[Per-instance keypoint data]
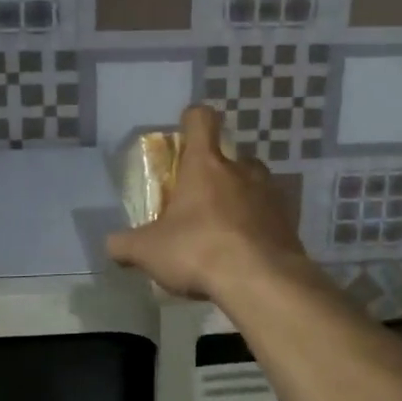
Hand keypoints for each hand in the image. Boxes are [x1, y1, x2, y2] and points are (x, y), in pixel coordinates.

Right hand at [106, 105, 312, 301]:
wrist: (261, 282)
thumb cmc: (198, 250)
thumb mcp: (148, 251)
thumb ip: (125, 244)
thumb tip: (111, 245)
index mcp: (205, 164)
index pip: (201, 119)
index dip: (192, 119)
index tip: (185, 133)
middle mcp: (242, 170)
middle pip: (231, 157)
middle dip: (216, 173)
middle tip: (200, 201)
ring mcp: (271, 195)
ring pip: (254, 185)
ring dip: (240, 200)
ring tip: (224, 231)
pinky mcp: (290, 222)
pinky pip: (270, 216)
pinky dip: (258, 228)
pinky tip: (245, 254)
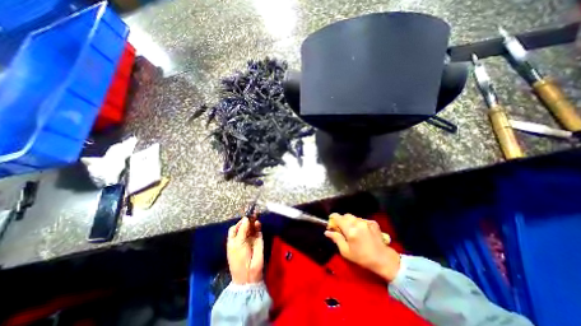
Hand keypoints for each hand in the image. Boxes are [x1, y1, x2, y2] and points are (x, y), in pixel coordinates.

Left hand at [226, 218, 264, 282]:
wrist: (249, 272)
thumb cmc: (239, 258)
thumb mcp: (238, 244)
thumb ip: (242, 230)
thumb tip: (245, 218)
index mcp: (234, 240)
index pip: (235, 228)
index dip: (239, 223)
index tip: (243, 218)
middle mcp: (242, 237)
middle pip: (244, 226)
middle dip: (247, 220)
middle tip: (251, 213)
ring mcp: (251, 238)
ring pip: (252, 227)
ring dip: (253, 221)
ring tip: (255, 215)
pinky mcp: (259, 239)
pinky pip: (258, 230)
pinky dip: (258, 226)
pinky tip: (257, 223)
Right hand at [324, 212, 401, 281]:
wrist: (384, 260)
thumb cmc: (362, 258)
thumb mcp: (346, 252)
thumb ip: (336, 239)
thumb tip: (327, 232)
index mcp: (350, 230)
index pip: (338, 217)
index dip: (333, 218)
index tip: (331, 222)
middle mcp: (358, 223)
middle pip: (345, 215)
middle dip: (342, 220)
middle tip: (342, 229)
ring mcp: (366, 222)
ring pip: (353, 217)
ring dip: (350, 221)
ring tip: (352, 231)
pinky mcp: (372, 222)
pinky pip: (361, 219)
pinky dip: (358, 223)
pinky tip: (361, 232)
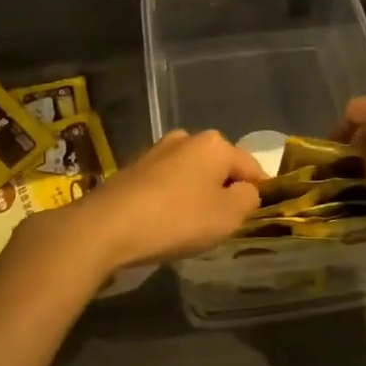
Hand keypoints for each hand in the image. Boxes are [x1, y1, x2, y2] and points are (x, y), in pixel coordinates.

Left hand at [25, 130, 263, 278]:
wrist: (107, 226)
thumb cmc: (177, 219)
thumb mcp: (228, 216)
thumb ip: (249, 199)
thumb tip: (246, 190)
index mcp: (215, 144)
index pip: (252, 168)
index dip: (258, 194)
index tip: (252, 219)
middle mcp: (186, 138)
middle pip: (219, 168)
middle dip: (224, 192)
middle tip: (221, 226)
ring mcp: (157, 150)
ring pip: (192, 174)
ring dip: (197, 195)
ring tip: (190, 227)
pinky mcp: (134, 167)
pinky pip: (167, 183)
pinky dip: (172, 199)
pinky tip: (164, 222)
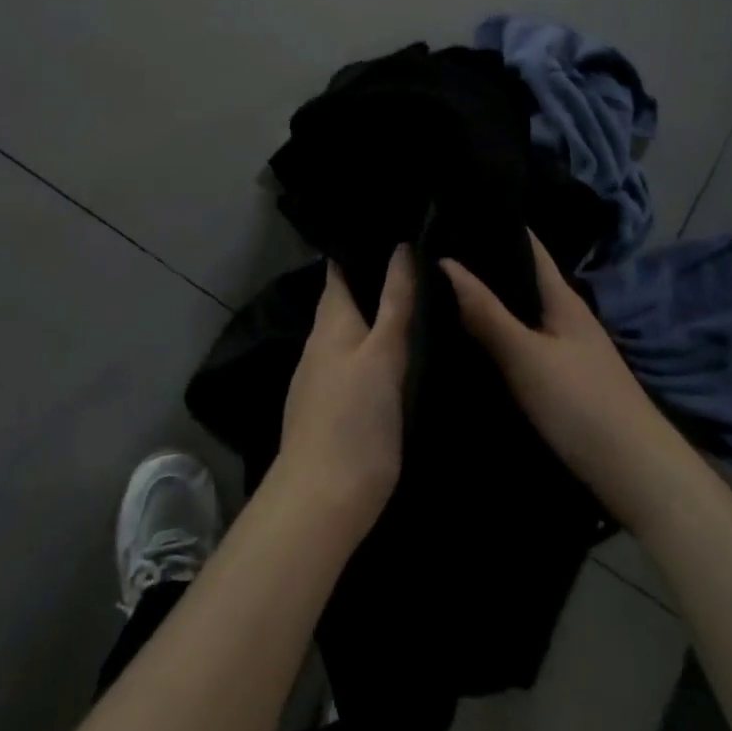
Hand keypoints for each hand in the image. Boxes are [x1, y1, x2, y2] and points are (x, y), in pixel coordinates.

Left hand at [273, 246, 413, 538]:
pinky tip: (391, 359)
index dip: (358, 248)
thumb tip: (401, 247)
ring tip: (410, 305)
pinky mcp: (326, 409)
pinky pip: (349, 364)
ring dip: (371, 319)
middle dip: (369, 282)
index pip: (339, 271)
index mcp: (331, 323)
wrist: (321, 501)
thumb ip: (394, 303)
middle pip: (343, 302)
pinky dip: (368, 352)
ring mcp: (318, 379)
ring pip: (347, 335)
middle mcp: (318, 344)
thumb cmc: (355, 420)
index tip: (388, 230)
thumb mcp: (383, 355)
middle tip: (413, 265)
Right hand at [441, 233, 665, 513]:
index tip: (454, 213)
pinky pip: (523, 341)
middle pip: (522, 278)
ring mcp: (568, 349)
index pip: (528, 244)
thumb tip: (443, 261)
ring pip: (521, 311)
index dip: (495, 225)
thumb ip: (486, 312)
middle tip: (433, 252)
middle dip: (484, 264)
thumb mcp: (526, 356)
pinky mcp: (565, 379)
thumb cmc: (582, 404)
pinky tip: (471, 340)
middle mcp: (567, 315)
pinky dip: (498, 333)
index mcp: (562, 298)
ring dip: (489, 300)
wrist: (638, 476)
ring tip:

» **WHAT IS EXPECTED**: Retype the data exactly as it stands, but keep the images out of your copy.

» **TASK RESPONSE**:
Hand keypoints for each hand in the image. Boxes are [x1, y1, x2, y2] and points are (x, y), in pixel coordinates.

Right hand at [106, 105, 312, 301]:
wrist: (261, 282)
thumb cmc: (198, 250)
thumb mcp: (148, 251)
thumb ip: (125, 244)
thumb tip: (111, 245)
index mcp: (205, 164)
index pip: (201, 119)
index dip: (192, 119)
index tip: (185, 133)
middle mcp: (242, 170)
middle pip: (231, 157)
middle dip: (216, 173)
middle tip: (200, 201)
ring mcp: (271, 195)
ring pip: (254, 185)
ring dip: (240, 200)
ring tip: (224, 231)
pinky mcp: (290, 222)
pinky pip: (270, 216)
pinky dip: (258, 228)
pinky tip: (245, 254)
Hand keypoints for each hand in the image. Boxes are [x1, y1, x2, y2] and points are (x, y), in pixel coordinates.

Left hand at [226, 218, 264, 282]:
wrist: (249, 272)
thumb cmc: (239, 258)
thumb mcp: (238, 244)
thumb ip: (242, 230)
thumb tip: (245, 218)
index mcp: (234, 240)
index pip: (235, 228)
index dip: (239, 223)
index tip: (243, 218)
middle mcp: (242, 237)
middle pip: (244, 226)
middle dip: (247, 220)
middle tip: (251, 213)
ring mcp: (251, 238)
ring pip: (252, 227)
ring dip: (253, 221)
ring tip: (255, 215)
pinky mcp: (259, 239)
pinky pip: (258, 230)
pinky dip: (258, 226)
pinky tip: (257, 223)
Right hand at [324, 212, 401, 281]:
wrist: (384, 260)
thumb cmc: (362, 258)
thumb mcp: (346, 252)
thumb ip: (336, 239)
thumb tip: (327, 232)
index mcp: (350, 230)
index pip: (338, 217)
index dip: (333, 218)
index tip: (331, 222)
middle mcp: (358, 223)
middle pip: (345, 215)
middle dip: (342, 220)
middle tip: (342, 229)
ring mcp: (366, 222)
ring pip: (353, 217)
ring dip: (350, 221)
ring tip: (352, 231)
pinky mcp: (372, 222)
pinky pip: (361, 219)
pinky dip: (358, 223)
pinky tip: (361, 232)
Hand keypoints for each hand in the image. Boxes are [x1, y1, x2, y2] and points are (x, y), in pixel coordinates.

Left hand at [25, 130, 263, 278]:
wrist: (107, 226)
thumb cmc: (177, 219)
thumb mcp: (228, 216)
thumb ip: (249, 199)
thumb tip: (246, 190)
index mcp: (215, 144)
index pip: (252, 168)
index dip: (258, 194)
index tip: (252, 219)
middle mcp: (186, 138)
middle pip: (219, 168)
middle dip: (224, 192)
middle tip: (221, 226)
ring mcp: (157, 150)
ring pip: (192, 174)
ring dip: (197, 195)
ring tip: (190, 227)
pinky mcp: (134, 167)
pinky pip: (167, 183)
pinky dip: (172, 199)
pinky tip: (164, 222)
Hand keypoints for each hand in the image. Boxes are [x1, y1, x2, y2] and points are (x, y), in pixel coordinates.

Left hand at [273, 246, 413, 538]:
pinky tip: (391, 359)
index dip: (358, 248)
thumb tip: (401, 247)
ring tip: (410, 305)
pinky mcp: (326, 409)
pinky pip: (349, 364)
ring dip: (371, 319)
middle dip: (369, 282)
index pip: (339, 271)
index mcp: (331, 323)
wrist: (321, 501)
thumb ip: (394, 303)
middle pip: (343, 302)
pinky dip: (368, 352)
ring mcp: (318, 379)
ring pip: (347, 335)
middle mcp: (318, 344)
thumb cmc: (355, 420)
index tip: (388, 230)
thumb mcp: (383, 355)
middle tip: (413, 265)
Right hand at [441, 233, 665, 513]:
index tip: (454, 213)
pinky pip: (523, 341)
middle pip: (522, 278)
ring mcp: (568, 349)
index pip: (528, 244)
thumb tip: (443, 261)
ring pip: (521, 311)
index dip: (495, 225)
thumb ip: (486, 312)
middle tip: (433, 252)
middle dip: (484, 264)
thumb mcp: (526, 356)
pinky mcp: (565, 379)
thumb cmc: (582, 404)
pinky tip: (471, 340)
middle mcp: (567, 315)
pinky dip: (498, 333)
index mcp: (562, 298)
ring dip: (489, 300)
wrist: (638, 476)
ring tip:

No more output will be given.